Placenta previa classification emerged as an independent predictor of severe peripartum hemorrhage within our study. In our cohort, 88.3% were diagnosed with placenta previa, which is characterized by the placenta developing within the lower uterine segment and graded based on the relationship and/or distance between the lower placental edge and the internal cervical orifice.³⁰ Placenta previa not only acts as a risk factor for PAS but also exhibits an association with an elevated risk of severe maternal outcomes among patients diagnosed with PAS. A retrospective study involving 3793 patients with PAS, utilizing data from the US National Inpatient Sample database of the Agency for Healthcare Research and Quality, discovered that placenta previa was independently linked to an increased risk of severe maternal and surgical morbidities, including hysterectomy, severe peripartum hemorrhage, blood product transfusion, shock, DIC, or other coagulopathies.²⁸ Furthermore, the classification of placenta previa bears significance. Complete or major placenta previa, where the placenta covers the entire internal cervical orifice, has been found to correlate with heightened maternal morbidity compared to incomplete placenta previa, where the placenta abuts or only partially covers the internal cervical orifice.³¹ As demonstrated in a retrospective cohort study, this condition leads to increased surgical time, blood loss, transfusion rates, and the incidence of peripartum hysterectomy.³²

In this study, ultrasound measurements were pivotal in assessing the condition of patients with PAS. The categorization of vascular lacunae in the placenta into four grades, as proposed by Finberg and Williams, was based on their number, size, and shape. Their research indicated a direct relationship between higher lacunar grades and an increased incidence of adherent placenta.³³ This finding aligns with our previous retrospective case–control study, which also established a positive correlation between the number of lacunae and maternal complications.^34,35 In a related study, Yang et al., who examined 51 women with placenta previa, observed higher rates of massive transfusions, ICU admissions, and DIC cases in patients with lacunae compared to those without.³⁴

MRI has shown superior accuracy over ultrasound in determining the depth of invasion, the extent of the condition, and the placenta’s relationship with adjacent organs, particularly in cases involving the posterior wall of the placenta. This accuracy is crucial for customizing surgical approaches and anticipating perioperative complications. However, the higher cost and complexity of MRI imaging principles have limited its widespread use. Notably, MRI is not typically employed as a screening method but rather for suspected cases of PAS in specific studies. For instance, one study reported that MRI helped rule out 14 of 16 cases that had false-positive ultrasound diagnoses.³⁶ The ongoing quest for more accessible and accurate diagnostic methods to determine the severity of PAS is crucial for improving models that predict severe peripartum hemorrhage in PAS patients.

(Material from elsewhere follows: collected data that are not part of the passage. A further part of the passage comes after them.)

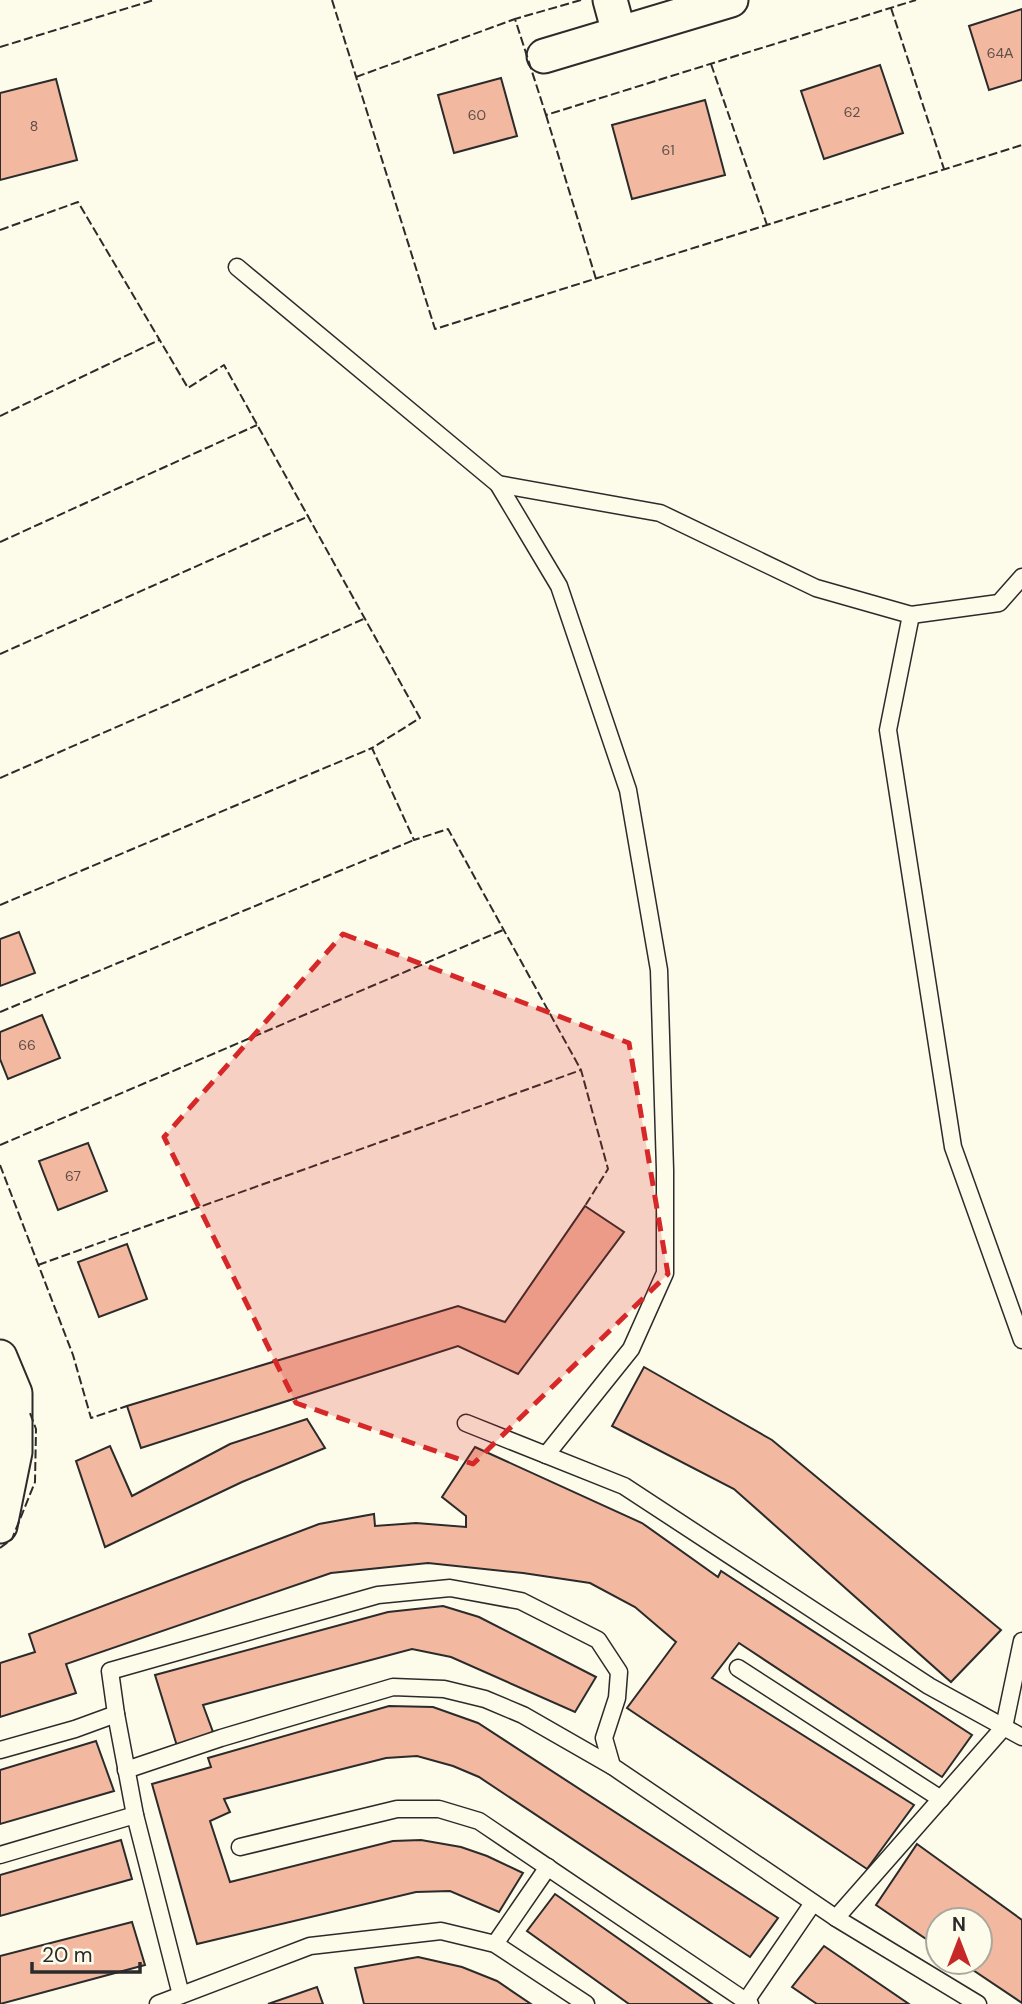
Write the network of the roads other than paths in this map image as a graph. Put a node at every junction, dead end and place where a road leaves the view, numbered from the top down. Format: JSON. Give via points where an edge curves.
{"nodes":[{"id":1,"x":610,"y":0,"type":"edge"},
{"id":2,"x":731,"y":0,"type":"edge"},
{"id":3,"x":620,"y":33,"type":"junction"},
{"id":4,"x":544,"y":56,"type":"dead end"},
{"id":5,"x":237,"y":267,"type":"dead end"},
{"id":6,"x":498,"y":484,"type":"junction"},
{"id":7,"x":1022,"y":577,"type":"edge"},
{"id":8,"x":911,"y":615,"type":"junction"},
{"id":9,"x":1022,"y":1340,"type":"edge"},
{"id":10,"x":0,"y":1357,"type":"edge"},
{"id":11,"x":466,"y":1423,"type":"dead end"},
{"id":12,"x":547,"y":1455,"type":"junction"},
{"id":13,"x":0,"y":1526,"type":"edge"},
{"id":14,"x":1022,"y":1641,"type":"edge"},
{"id":15,"x":738,"y":1668,"type":"dead end"},
{"id":16,"x":116,"y":1714,"type":"junction"},
{"id":17,"x":1004,"y":1727,"type":"junction"},
{"id":18,"x":1022,"y":1737,"type":"edge"},
{"id":19,"x":0,"y":1750,"type":"edge"},
{"id":20,"x":612,"y":1766,"type":"junction"},
{"id":21,"x":126,"y":1770,"type":"junction"},
{"id":22,"x":941,"y":1799,"type":"junction"},
{"id":23,"x":135,"y":1815,"type":"junction"},
{"id":24,"x":240,"y":1847,"type":"dead end"},
{"id":25,"x":0,"y":1855,"type":"edge"},
{"id":26,"x":548,"y":1867,"type":"junction"},
{"id":27,"x":813,"y":1903,"type":"junction"},
{"id":28,"x":836,"y":1918,"type":"junction"},
{"id":29,"x":495,"y":1944,"type":"junction"},
{"id":30,"x":181,"y":1995,"type":"junction"},
{"id":31,"x":748,"y":2003,"type":"edge"},
{"id":32,"x":158,"y":2004,"type":"edge"},
{"id":33,"x":586,"y":2004,"type":"edge"},
{"id":34,"x":978,"y":2004,"type":"edge"}],
"edges":[{"from":1,"to":3,"type":"street"},
{"from":2,"to":3,"type":"street"},
{"from":3,"to":4,"type":"street"},
{"from":5,"to":6,"type":"lane"},
{"from":6,"to":8,"type":"lane","via":[[660,513],[816,588]]},
{"from":6,"to":12,"type":"lane","via":[[559,586],[624,777],[659,970],[665,1273],[631,1349]]},
{"from":7,"to":8,"type":"lane","via":[[999,603]]},
{"from":8,"to":9,"type":"lane","via":[[888,730],[896,784],[953,1147]]},
{"from":10,"to":13,"type":"street","via":[[15,1393],[15,1452]]},
{"from":11,"to":12,"type":"lane"},
{"from":12,"to":17,"type":"lane","via":[[624,1486],[929,1686]]},
{"from":14,"to":17,"type":"lane"},
{"from":15,"to":22,"type":"lane"},
{"from":16,"to":19,"type":"lane"},
{"from":16,"to":20,"type":"lane","via":[[110,1671],[378,1595],[450,1588],[521,1601],[598,1640],[620,1672],[604,1738]]},
{"from":16,"to":21,"type":"lane"},
{"from":17,"to":18,"type":"lane"},
{"from":17,"to":22,"type":"lane"},
{"from":20,"to":21,"type":"lane","via":[[523,1715],[485,1699],[444,1689],[393,1687]]},
{"from":20,"to":27,"type":"lane"},
{"from":21,"to":23,"type":"lane"},
{"from":22,"to":28,"type":"lane"},
{"from":23,"to":25,"type":"lane"},
{"from":23,"to":30,"type":"lane"},
{"from":24,"to":26,"type":"lane","via":[[397,1809],[439,1809],[479,1821]]},
{"from":26,"to":29,"type":"lane"},
{"from":26,"to":31,"type":"lane"},
{"from":27,"to":28,"type":"lane"},
{"from":27,"to":31,"type":"lane"},
{"from":28,"to":34,"type":"lane"},
{"from":29,"to":30,"type":"lane","via":[[441,1931],[310,1946]]},
{"from":29,"to":33,"type":"lane"},
{"from":30,"to":32,"type":"lane"}]}
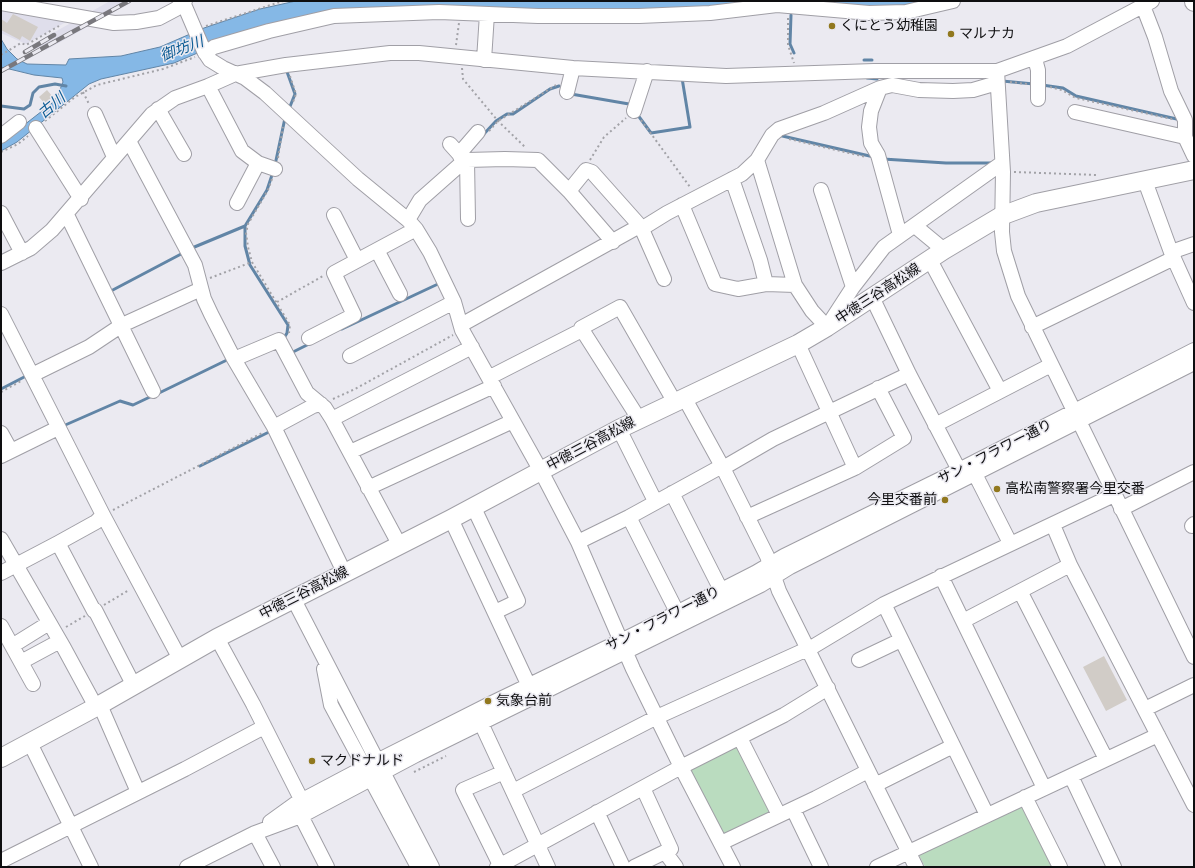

The optimal timing for delivery in suspected PAS cases during pregnancy remains a subject of debate. Various medical institutions offer slightly different guidelines, generally recommending planned deliveries between 34 and 36 weeks or 36 and 38 weeks of gestational age.^29,37–39 Decision tree methodology analysis, comparing delivery strategies for patients with ultrasound-detected placenta previa and PAS between 34 and 39 weeks, suggests that delivery at 34 weeks, following corticosteroid administration for lung maturation, may be the preferred timing strategy in all scenarios.⁴⁰ This analysis also indicates that, in cases with a low risk of antenatal bleeding, delivery at 37 weeks could be more suitable. Consistent with previous research, our model supports the notion that the optimal delivery timing is between 34 and 37 weeks, with the risk of hemorrhage increasing if delivery occurs after 37 weeks. The increasing prevalence of PAS cases accompanied by placenta previa elevates the likelihood of prepartum hemorrhage as gestational age advances.^41,42

ML, a subset of artificial intelligence, is gaining prominence in the medical field due to its effectiveness as a computer algorithm that learns from existing data to make accurate predictions, such as forecasting patient disease outcomes.^15,43 ML algorithms are particularly valuable when the research goal is to construct a model that precisely anticipates outcomes. These algorithms excel at uncovering complex and hidden relationships between variables and outcomes, offering versatile and clinically applicable tools.⁴⁴ In this study, ML algorithms were utilized to refine and validate high-risk factors within the model, with the employment of six ML algorithms demonstrating commendable overall accuracy.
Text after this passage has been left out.